[Collected data]
= Beginning of Section =

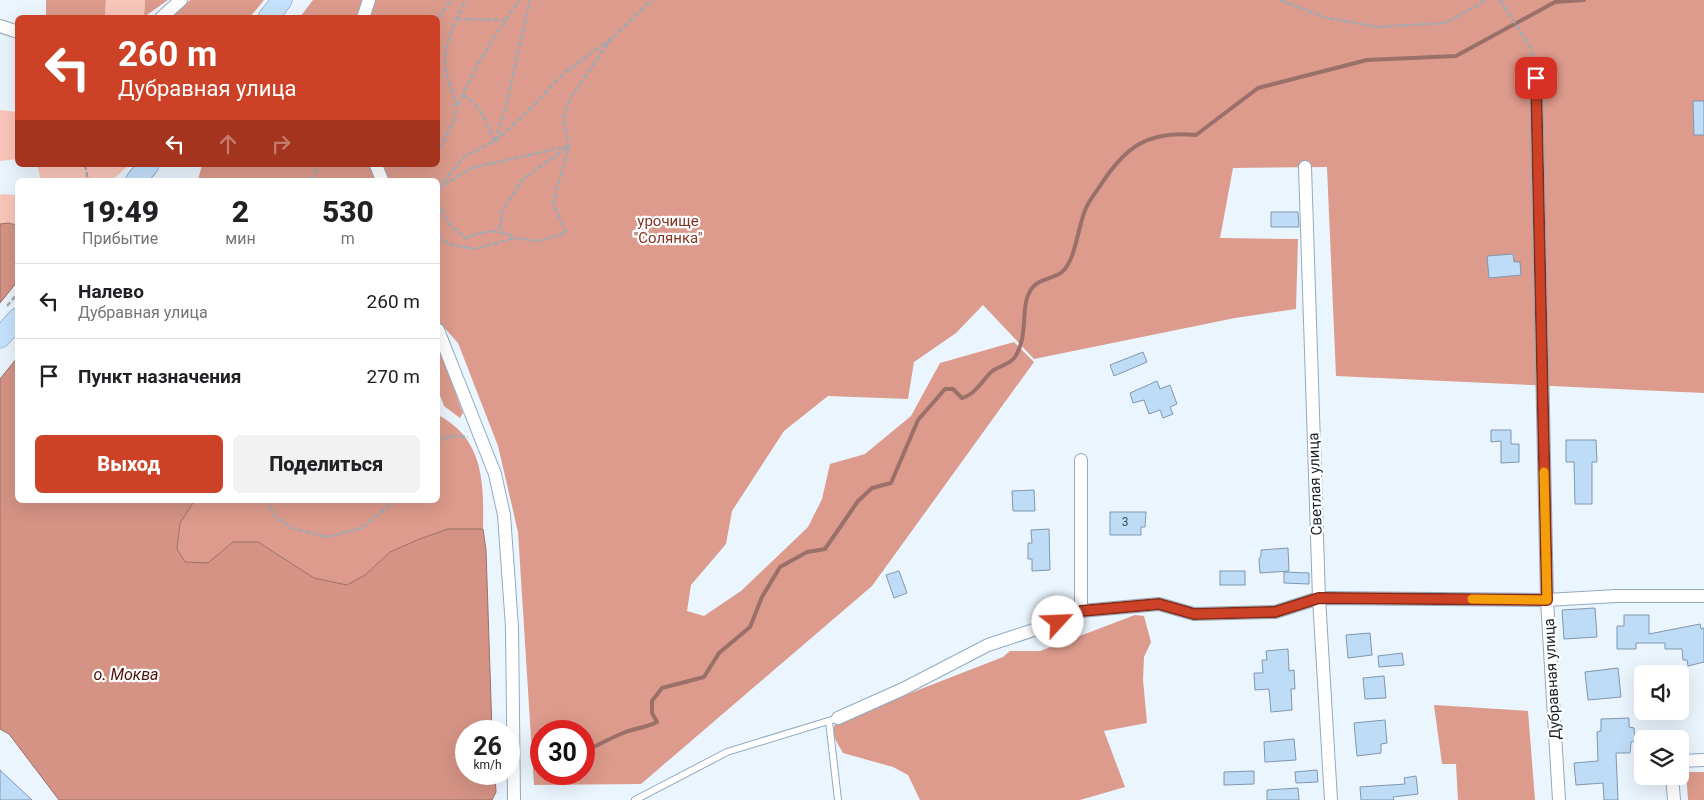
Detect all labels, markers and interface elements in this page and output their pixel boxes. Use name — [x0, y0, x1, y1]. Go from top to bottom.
text: 260 m — [118, 34, 217, 75]
icon: left — [35, 35, 100, 100]
pin — [1515, 57, 1557, 99]
icon: arrive — [1522, 64, 1550, 92]
text: Дубравная улица — [118, 76, 296, 101]
icon: left — [161, 130, 189, 158]
icon: ahead — [214, 130, 242, 158]
icon: right — [267, 130, 295, 158]
text: 19:49 — [81, 194, 159, 229]
text: 2 — [232, 194, 249, 229]
text: 530 — [322, 194, 374, 229]
park label: урочище "Солянка" — [633, 212, 703, 247]
text: Прибытие — [82, 229, 158, 248]
text: мин — [225, 229, 256, 248]
text: m — [341, 229, 355, 248]
text: Налево — [78, 280, 144, 303]
icon: left — [35, 287, 63, 315]
text: 260 m — [367, 290, 420, 313]
text: Дубравная улица — [78, 303, 208, 322]
icon: arrive — [35, 362, 63, 390]
text: Пункт назначения — [78, 365, 241, 388]
text: 270 m — [367, 365, 420, 388]
street label: Светлая улица — [1304, 432, 1326, 536]
button: Выход — [35, 435, 223, 493]
button: Поделиться — [233, 435, 420, 493]
house number: 3 — [1122, 515, 1128, 529]
position arrow — [1031, 595, 1083, 647]
street label: Дубравная улица — [1540, 618, 1564, 740]
water label: о. Моква — [94, 665, 158, 684]
map controls — [1634, 665, 1689, 785]
button: sound — [1634, 665, 1689, 720]
speed limit sign: 30 — [530, 720, 595, 785]
button: layers — [1634, 730, 1689, 785]
text: 26 — [473, 732, 502, 761]
text: km/h — [473, 758, 502, 772]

= End of Section =

**THE TASK:**
Tally the lines of the entries that include the word "улица" and give only the total.

**SOLUTION FOR THIS PROBLEM:**
4